• **Task directions**:
An acceptable answer contains every record below, unchanged, and no pictures.
___ Given records
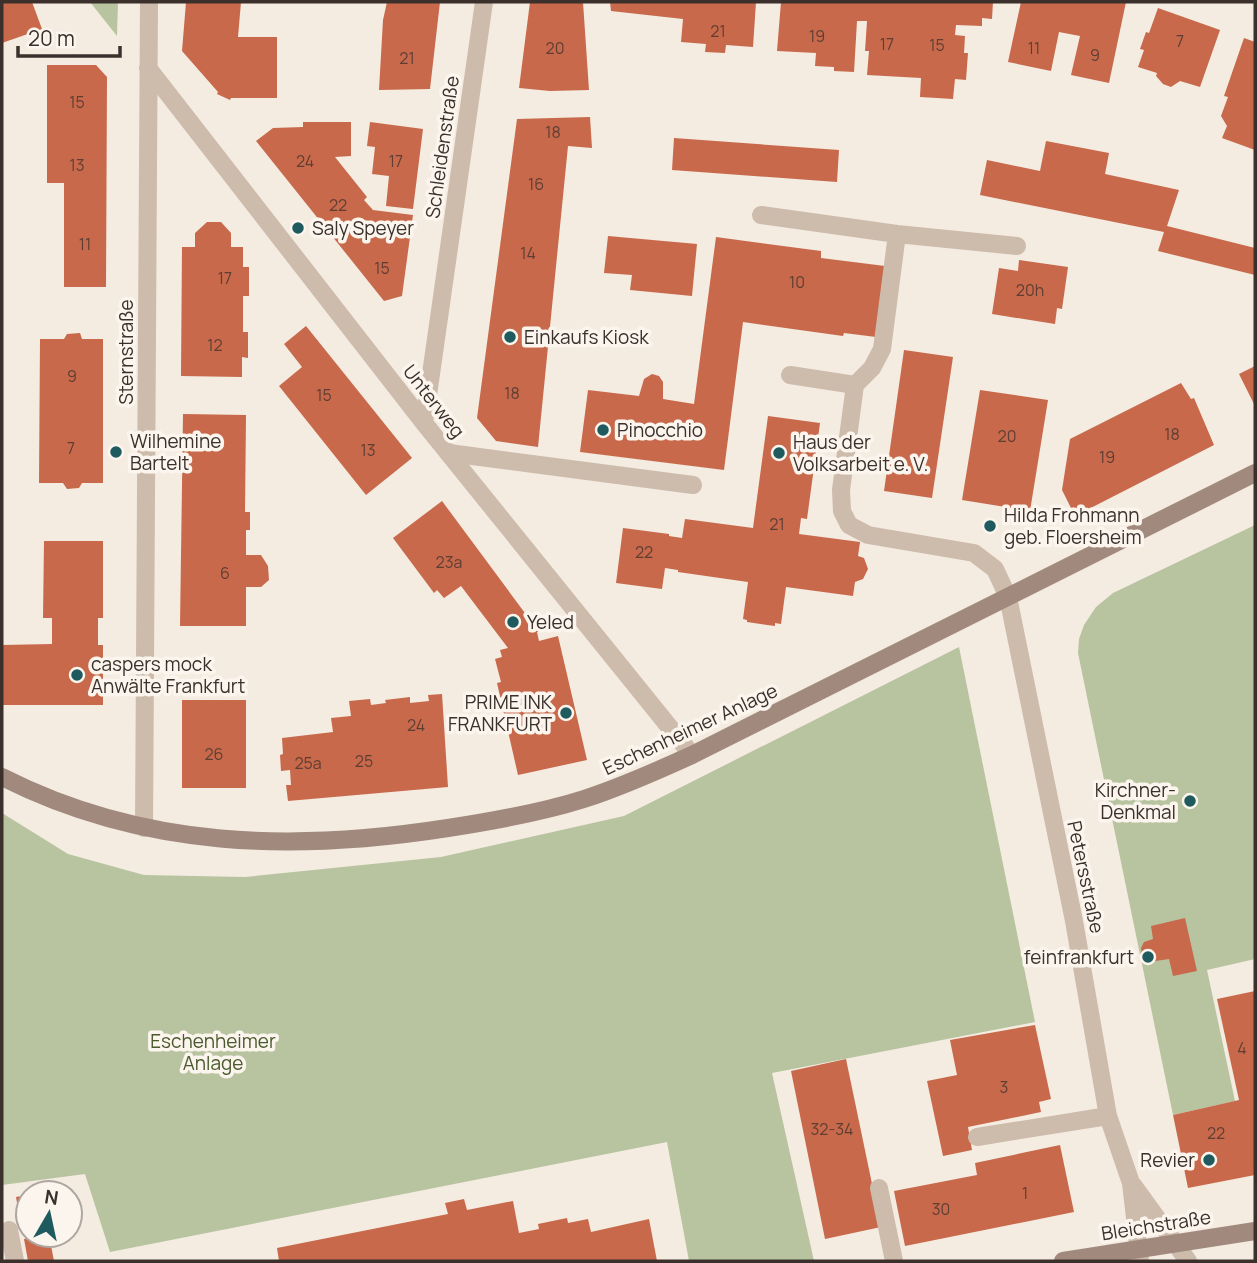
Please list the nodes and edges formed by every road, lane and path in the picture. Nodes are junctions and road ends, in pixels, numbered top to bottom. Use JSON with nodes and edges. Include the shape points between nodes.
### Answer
{"nodes":[{"id":1,"x":149,"y":2,"type":"edge"},
{"id":2,"x":484,"y":2,"type":"edge"},
{"id":3,"x":148,"y":68,"type":"junction"},
{"id":4,"x":761,"y":215,"type":"dead end"},
{"id":5,"x":897,"y":234,"type":"junction"},
{"id":6,"x":1017,"y":246,"type":"dead end"},
{"id":7,"x":790,"y":375,"type":"dead end"},
{"id":8,"x":855,"y":385,"type":"junction"},
{"id":9,"x":424,"y":423,"type":"junction"},
{"id":10,"x":449,"y":453,"type":"junction"},
{"id":11,"x":1255,"y":473,"type":"edge"},
{"id":12,"x":693,"y":485,"type":"dead end"},
{"id":13,"x":1009,"y":597,"type":"junction"},
{"id":14,"x":692,"y":755,"type":"junction"},
{"id":15,"x":2,"y":777,"type":"edge"},
{"id":16,"x":144,"y":828,"type":"junction"},
{"id":17,"x":1108,"y":1116,"type":"junction"},
{"id":18,"x":977,"y":1137,"type":"dead end"},
{"id":19,"x":1131,"y":1183,"type":"junction"},
{"id":20,"x":879,"y":1188,"type":"dead end"},
{"id":21,"x":9,"y":1230,"type":"dead end"},
{"id":22,"x":1255,"y":1231,"type":"edge"},
{"id":23,"x":1176,"y":1242,"type":"junction"},
{"id":24,"x":1139,"y":1255,"type":"edge"},
{"id":25,"x":15,"y":1261,"type":"edge"},
{"id":26,"x":894,"y":1261,"type":"edge"},
{"id":27,"x":1063,"y":1261,"type":"edge"},
{"id":28,"x":1188,"y":1261,"type":"edge"}],
"edges":[{"from":1,"to":3,"type":"street","name":"Sternstraße"},
{"from":2,"to":9,"type":"street","name":"Schleidenstraße"},
{"from":3,"to":9,"type":"street","name":"Unterweg"},
{"from":3,"to":16,"type":"street","name":"Sternstraße"},
{"from":4,"to":5,"type":"street"},
{"from":5,"to":6,"type":"street"},
{"from":5,"to":8,"type":"street","via":[[882,349]]},
{"from":7,"to":8,"type":"street"},
{"from":8,"to":13,"type":"street","via":[[841,489],[842,511],[849,525],[868,535],[974,553],[995,569]]},
{"from":9,"to":10,"type":"street","name":"Unterweg"},
{"from":10,"to":12,"type":"street"},
{"from":10,"to":14,"type":"street","name":"Unterweg"},
{"from":11,"to":13,"type":"main road","name":"Eschenheimer Anlage"},
{"from":13,"to":14,"type":"main road","name":"Eschenheimer Anlage"},
{"from":13,"to":17,"type":"street","name":"Petersstraße"},
{"from":14,"to":16,"type":"main road","name":"Eschenheimer Anlage","via":[[583,799],[417,833],[291,842],[233,841]]},
{"from":15,"to":16,"type":"main road","name":"Eschenheimer Anlage","via":[[89,814]]},
{"from":17,"to":18,"type":"street"},
{"from":17,"to":19,"type":"street","name":"Petersstraße"},
{"from":19,"to":23,"type":"street"},
{"from":19,"to":24,"type":"street","name":"Petersstraße"},
{"from":20,"to":26,"type":"street"},
{"from":21,"to":25,"type":"street"},
{"from":22,"to":23,"type":"main road","name":"Bleichstraße"},
{"from":23,"to":24,"type":"main road","name":"Bleichstraße"},
{"from":23,"to":28,"type":"street"},
{"from":24,"to":27,"type":"main road","name":"Bleichstraße"}]}
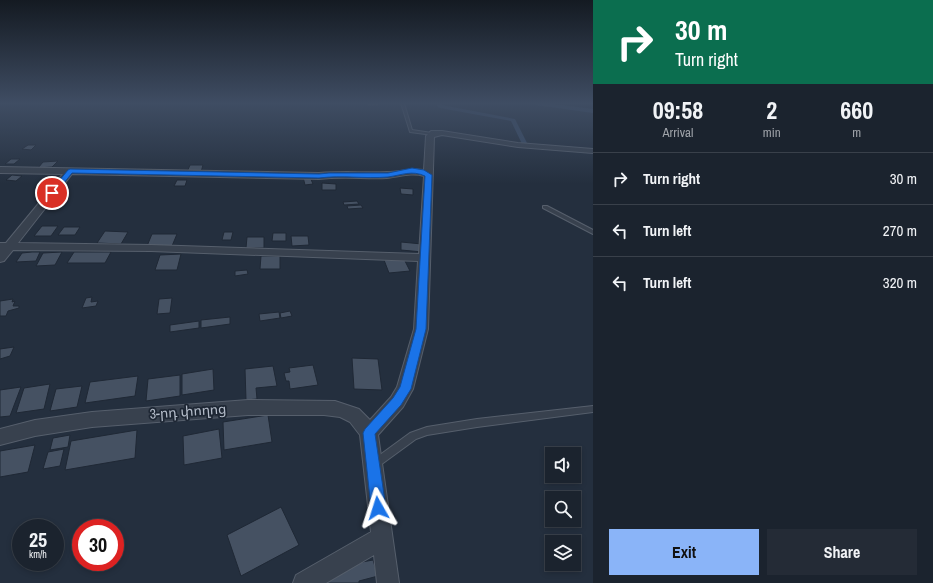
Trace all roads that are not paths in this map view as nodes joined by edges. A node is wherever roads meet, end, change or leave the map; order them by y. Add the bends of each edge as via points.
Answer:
1 (411, 130) edge
2 (432, 134) junction
3 (593, 151) edge
4 (0, 170) edge
5 (70, 171) junction
6 (429, 175) junction
7 (545, 207) dead end
8 (593, 232) edge
9 (4, 246) edge
10 (0, 258) edge
11 (425, 258) junction
12 (593, 409) edge
13 (369, 433) junction
14 (0, 437) edge
15 (374, 464) junction
16 (382, 538) junction
17 (304, 583) edge
18 (388, 583) edge

1 - 2 lane
2 - 3 street via 442,133
2 - 6 street via 428,160
4 - 5 street
5 - 6 street via 319,176 388,175 412,170
5 - 9 street
6 - 11 street
7 - 8 lane
9 - 10 street
9 - 11 street via 151,248
11 - 13 street via 421,329 405,389 397,402
12 - 15 lane via 427,431 413,436
13 - 14 street, 3-րդ փողոց via 360,420 350,413 326,409 272,407 96,418
13 - 15 street
15 - 16 street
16 - 17 street
16 - 18 street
______
• **Your response**:
Please list the nodes and edges formed by every road, lane and path in the picture. Nodes are junctions and road ends, in pixels, numbered top to bottom. Use JSON with nodes and edges. Include the shape points between nodes.
### Answer
{"nodes":[{"id":1,"x":149,"y":2,"type":"edge"},
{"id":2,"x":484,"y":2,"type":"edge"},
{"id":3,"x":148,"y":68,"type":"junction"},
{"id":4,"x":761,"y":215,"type":"dead end"},
{"id":5,"x":897,"y":234,"type":"junction"},
{"id":6,"x":1017,"y":246,"type":"dead end"},
{"id":7,"x":790,"y":375,"type":"dead end"},
{"id":8,"x":855,"y":385,"type":"junction"},
{"id":9,"x":424,"y":423,"type":"junction"},
{"id":10,"x":449,"y":453,"type":"junction"},
{"id":11,"x":1255,"y":473,"type":"edge"},
{"id":12,"x":693,"y":485,"type":"dead end"},
{"id":13,"x":1009,"y":597,"type":"junction"},
{"id":14,"x":692,"y":755,"type":"junction"},
{"id":15,"x":2,"y":777,"type":"edge"},
{"id":16,"x":144,"y":828,"type":"junction"},
{"id":17,"x":1108,"y":1116,"type":"junction"},
{"id":18,"x":977,"y":1137,"type":"dead end"},
{"id":19,"x":1131,"y":1183,"type":"junction"},
{"id":20,"x":879,"y":1188,"type":"dead end"},
{"id":21,"x":9,"y":1230,"type":"dead end"},
{"id":22,"x":1255,"y":1231,"type":"edge"},
{"id":23,"x":1176,"y":1242,"type":"junction"},
{"id":24,"x":1139,"y":1255,"type":"edge"},
{"id":25,"x":15,"y":1261,"type":"edge"},
{"id":26,"x":894,"y":1261,"type":"edge"},
{"id":27,"x":1063,"y":1261,"type":"edge"},
{"id":28,"x":1188,"y":1261,"type":"edge"}],
"edges":[{"from":1,"to":3,"type":"street","name":"Sternstraße"},
{"from":2,"to":9,"type":"street","name":"Schleidenstraße"},
{"from":3,"to":9,"type":"street","name":"Unterweg"},
{"from":3,"to":16,"type":"street","name":"Sternstraße"},
{"from":4,"to":5,"type":"street"},
{"from":5,"to":6,"type":"street"},
{"from":5,"to":8,"type":"street","via":[[882,349]]},
{"from":7,"to":8,"type":"street"},
{"from":8,"to":13,"type":"street","via":[[841,489],[842,511],[849,525],[868,535],[974,553],[995,569]]},
{"from":9,"to":10,"type":"street","name":"Unterweg"},
{"from":10,"to":12,"type":"street"},
{"from":10,"to":14,"type":"street","name":"Unterweg"},
{"from":11,"to":13,"type":"main road","name":"Eschenheimer Anlage"},
{"from":13,"to":14,"type":"main road","name":"Eschenheimer Anlage"},
{"from":13,"to":17,"type":"street","name":"Petersstraße"},
{"from":14,"to":16,"type":"main road","name":"Eschenheimer Anlage","via":[[583,799],[417,833],[291,842],[233,841]]},
{"from":15,"to":16,"type":"main road","name":"Eschenheimer Anlage","via":[[89,814]]},
{"from":17,"to":18,"type":"street"},
{"from":17,"to":19,"type":"street","name":"Petersstraße"},
{"from":19,"to":23,"type":"street"},
{"from":19,"to":24,"type":"street","name":"Petersstraße"},
{"from":20,"to":26,"type":"street"},
{"from":21,"to":25,"type":"street"},
{"from":22,"to":23,"type":"main road","name":"Bleichstraße"},
{"from":23,"to":24,"type":"main road","name":"Bleichstraße"},
{"from":23,"to":28,"type":"street"},
{"from":24,"to":27,"type":"main road","name":"Bleichstraße"}]}
Trace all roads that are not paths in this map view as nodes joined by edges. A node is wherever roads meet, end, change or leave the map; order them by y. Add the bends of each edge as via points.
Answer:
1 (411, 130) edge
2 (432, 134) junction
3 (593, 151) edge
4 (0, 170) edge
5 (70, 171) junction
6 (429, 175) junction
7 (545, 207) dead end
8 (593, 232) edge
9 (4, 246) edge
10 (0, 258) edge
11 (425, 258) junction
12 (593, 409) edge
13 (369, 433) junction
14 (0, 437) edge
15 (374, 464) junction
16 (382, 538) junction
17 (304, 583) edge
18 (388, 583) edge

1 - 2 lane
2 - 3 street via 442,133
2 - 6 street via 428,160
4 - 5 street
5 - 6 street via 319,176 388,175 412,170
5 - 9 street
6 - 11 street
7 - 8 lane
9 - 10 street
9 - 11 street via 151,248
11 - 13 street via 421,329 405,389 397,402
12 - 15 lane via 427,431 413,436
13 - 14 street, 3-րդ փողոց via 360,420 350,413 326,409 272,407 96,418
13 - 15 street
15 - 16 street
16 - 17 street
16 - 18 street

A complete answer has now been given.